Saved data entries:
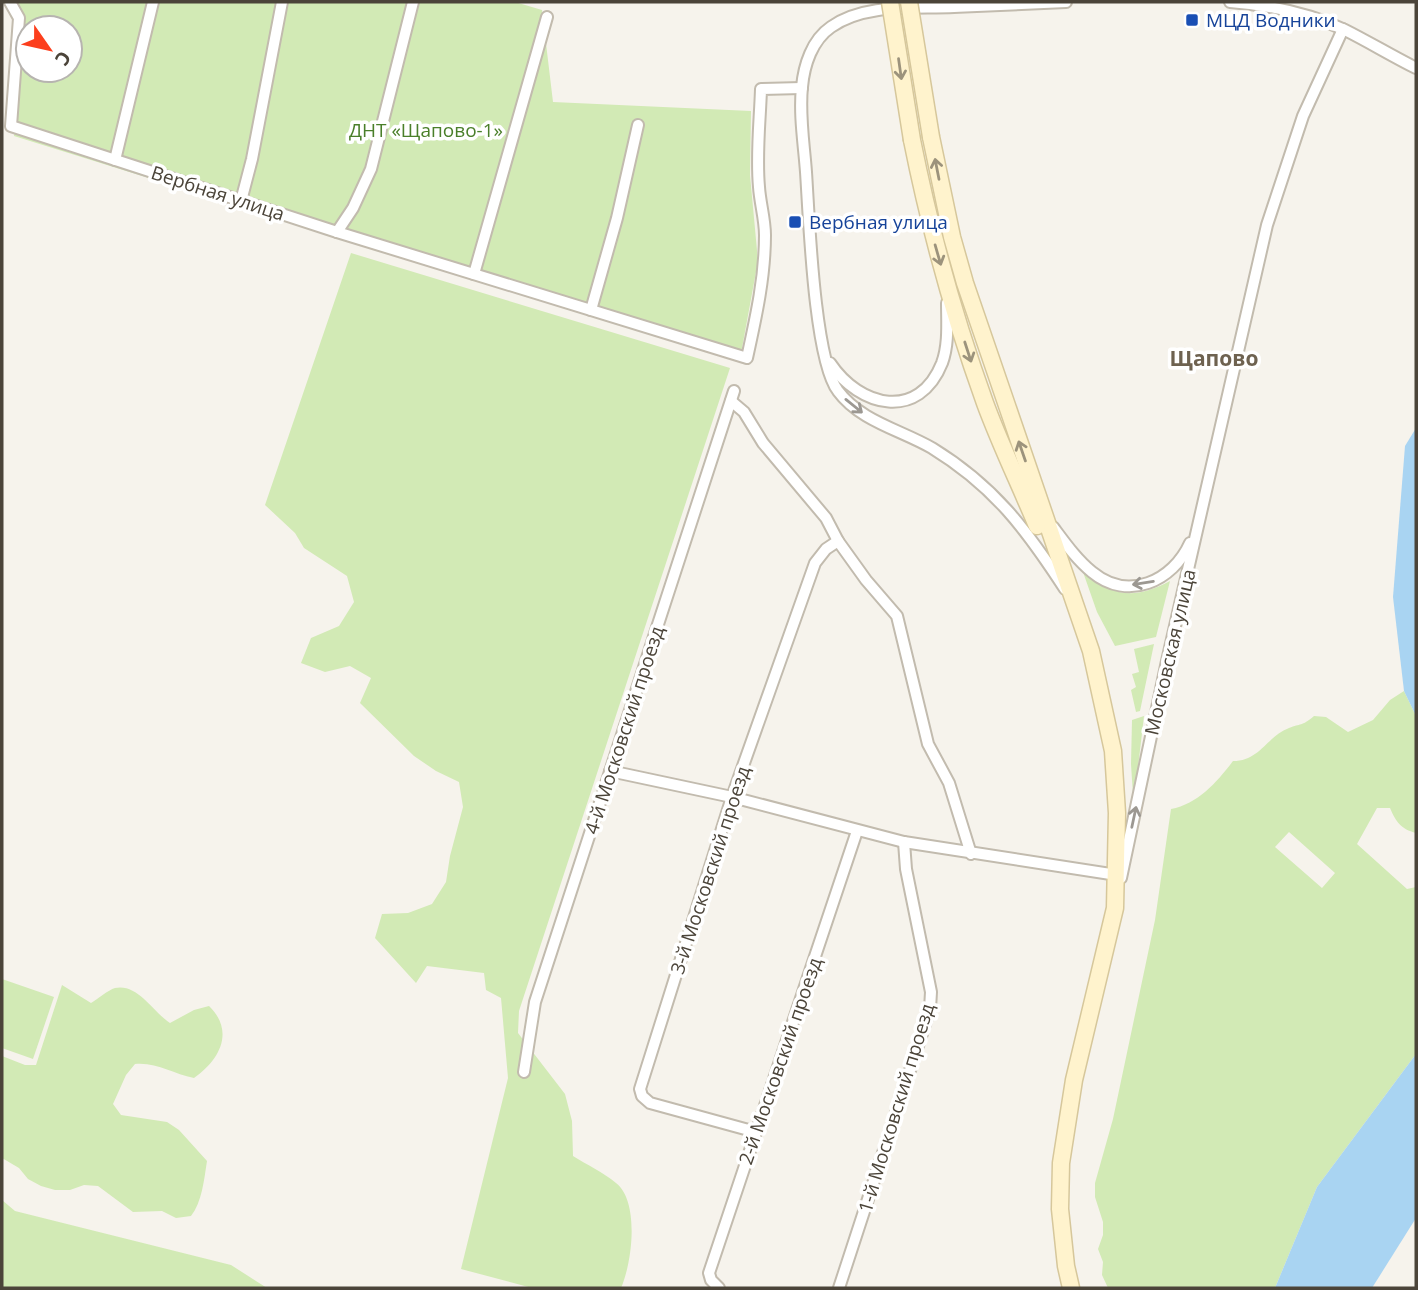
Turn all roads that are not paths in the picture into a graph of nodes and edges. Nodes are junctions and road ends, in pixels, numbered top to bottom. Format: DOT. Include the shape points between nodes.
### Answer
graph roads {
  1 [pos="10,2"];
  2 [pos="153,2"];
  3 [pos="282,2"];
  4 [pos="413,2"];
  5 [pos="890,2"];
  6 [pos="909,2"];
  7 [pos="1066,2"];
  8 [pos="1230,2"];
  9 [pos="547,17"];
  10 [pos="1343,29"];
  11 [pos="1416,68"];
  12 [pos="802,88"];
  13 [pos="638,125"];
  14 [pos="115,160"];
  15 [pos="241,201"];
  16 [pos="337,232"];
  17 [pos="474,274"];
  18 [pos="947,287"];
  19 [pos="590,310"];
  20 [pos="824,348"];
  21 [pos="1044,515"];
  22 [pos="1200,517"];
  23 [pos="838,541"];
  24 [pos="1065,589"];
  25 [pos="1076,610"];
  26 [pos="610,771"];
  27 [pos="732,797"];
  28 [pos="857,831"];
  29 [pos="904,842"];
  30 [pos="971,854"];
  31 [pos="1117,875"];
  32 [pos="1115,908"];
  33 [pos="524,1072"];
  34 [pos="756,1132"];
  35 [pos="719,1288"];
  36 [pos="839,1288"];
  37 [pos="1071,1288"];
  1 -- 14 [label="street, Вербная улица" via="19,18 11,126"];
  2 -- 14 [label="street"];
  3 -- 15 [label="street"];
  4 -- 16 [label="street" via="371,169"];
  5 -- 18 [label="main road, one-way, bridge" via="912,140"];
  21 -- 6 [label="main road, one-way, bridge" via="952,237"];
  7 -- 12 [label="street" via="859,14 842,20 816,41"];
  8 -- 10 [label="street" via="1300,13"];
  9 -- 17 [label="street"];
  10 -- 11 [label="street"];
  10 -- 22 [label="street, Московская улица" via="1303,116 1273,206"];
  12 -- 19 [label="street, Вербная улица" via="761,89 757,153 764,264 747,358"];
  12 -- 20 [label="street" via="809,217"];
  13 -- 19 [label="street"];
  14 -- 15 [label="street, Вербная улица"];
  15 -- 16 [label="street, Вербная улица"];
  16 -- 17 [label="street, Вербная улица"];
  17 -- 19 [label="street, Вербная улица"];
  18 -- 20 [label="street" via="943,361 932,381 912,396 888,402 866,397 836,373"];
  18 -- 24 [label="main road, one-way" via="986,405"];
  20 -- 24 [label="street, one-way" via="835,388 845,399 864,415 931,448 981,482 1008,509"];
  22 -- 21 [label="street, one-way" via="1173,569 1157,581 1122,585 1094,574"];
  21 -- 25 [label="main road"];
  32 -- 22 [label="street, Московская улица, one-way"];
  23 -- 26 [label="street, 4-й Московский проезд" via="732,396"];
  23 -- 27 [label="street, 3-й Московский проезд" via="815,563"];
  23 -- 30 [label="street" via="897,616 928,744 949,783"];
  24 -- 25 [label="main road"];
  25 -- 31 [label="main road" via="1100,687 1113,751"];
  26 -- 27 [label="street"];
  26 -- 33 [label="street, 4-й Московский проезд" via="535,1002"];
  27 -- 28 [label="street"];
  27 -- 34 [label="street, 3-й Московский проезд" via="640,1089 650,1103"];
  28 -- 29 [label="street"];
  28 -- 34 [label="street, 2-й Московский проезд"];
  29 -- 30 [label="street"];
  29 -- 36 [label="street, 1-й Московский проезд" via="931,992 930,1009"];
  30 -- 31 [label="street"];
  31 -- 32 [label="main road"];
  32 -- 37 [label="main road, Московская улица" via="1074,1080 1062,1155 1060,1209"];
  34 -- 35 [label="street, 2-й Московский проезд" via="709,1273"];
}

[ACTION ITEM] Could you output the lines above exactly, with no pictures included?

[SOLUTION FOR THIS TASK]
Turn all roads that are not paths in the picture into a graph of nodes and edges. Nodes are junctions and road ends, in pixels, numbered top to bottom. Format: DOT. Include the shape points between nodes.
### Answer
graph roads {
  1 [pos="10,2"];
  2 [pos="153,2"];
  3 [pos="282,2"];
  4 [pos="413,2"];
  5 [pos="890,2"];
  6 [pos="909,2"];
  7 [pos="1066,2"];
  8 [pos="1230,2"];
  9 [pos="547,17"];
  10 [pos="1343,29"];
  11 [pos="1416,68"];
  12 [pos="802,88"];
  13 [pos="638,125"];
  14 [pos="115,160"];
  15 [pos="241,201"];
  16 [pos="337,232"];
  17 [pos="474,274"];
  18 [pos="947,287"];
  19 [pos="590,310"];
  20 [pos="824,348"];
  21 [pos="1044,515"];
  22 [pos="1200,517"];
  23 [pos="838,541"];
  24 [pos="1065,589"];
  25 [pos="1076,610"];
  26 [pos="610,771"];
  27 [pos="732,797"];
  28 [pos="857,831"];
  29 [pos="904,842"];
  30 [pos="971,854"];
  31 [pos="1117,875"];
  32 [pos="1115,908"];
  33 [pos="524,1072"];
  34 [pos="756,1132"];
  35 [pos="719,1288"];
  36 [pos="839,1288"];
  37 [pos="1071,1288"];
  1 -- 14 [label="street, Вербная улица" via="19,18 11,126"];
  2 -- 14 [label="street"];
  3 -- 15 [label="street"];
  4 -- 16 [label="street" via="371,169"];
  5 -- 18 [label="main road, one-way, bridge" via="912,140"];
  21 -- 6 [label="main road, one-way, bridge" via="952,237"];
  7 -- 12 [label="street" via="859,14 842,20 816,41"];
  8 -- 10 [label="street" via="1300,13"];
  9 -- 17 [label="street"];
  10 -- 11 [label="street"];
  10 -- 22 [label="street, Московская улица" via="1303,116 1273,206"];
  12 -- 19 [label="street, Вербная улица" via="761,89 757,153 764,264 747,358"];
  12 -- 20 [label="street" via="809,217"];
  13 -- 19 [label="street"];
  14 -- 15 [label="street, Вербная улица"];
  15 -- 16 [label="street, Вербная улица"];
  16 -- 17 [label="street, Вербная улица"];
  17 -- 19 [label="street, Вербная улица"];
  18 -- 20 [label="street" via="943,361 932,381 912,396 888,402 866,397 836,373"];
  18 -- 24 [label="main road, one-way" via="986,405"];
  20 -- 24 [label="street, one-way" via="835,388 845,399 864,415 931,448 981,482 1008,509"];
  22 -- 21 [label="street, one-way" via="1173,569 1157,581 1122,585 1094,574"];
  21 -- 25 [label="main road"];
  32 -- 22 [label="street, Московская улица, one-way"];
  23 -- 26 [label="street, 4-й Московский проезд" via="732,396"];
  23 -- 27 [label="street, 3-й Московский проезд" via="815,563"];
  23 -- 30 [label="street" via="897,616 928,744 949,783"];
  24 -- 25 [label="main road"];
  25 -- 31 [label="main road" via="1100,687 1113,751"];
  26 -- 27 [label="street"];
  26 -- 33 [label="street, 4-й Московский проезд" via="535,1002"];
  27 -- 28 [label="street"];
  27 -- 34 [label="street, 3-й Московский проезд" via="640,1089 650,1103"];
  28 -- 29 [label="street"];
  28 -- 34 [label="street, 2-й Московский проезд"];
  29 -- 30 [label="street"];
  29 -- 36 [label="street, 1-й Московский проезд" via="931,992 930,1009"];
  30 -- 31 [label="street"];
  31 -- 32 [label="main road"];
  32 -- 37 [label="main road, Московская улица" via="1074,1080 1062,1155 1060,1209"];
  34 -- 35 [label="street, 2-й Московский проезд" via="709,1273"];
}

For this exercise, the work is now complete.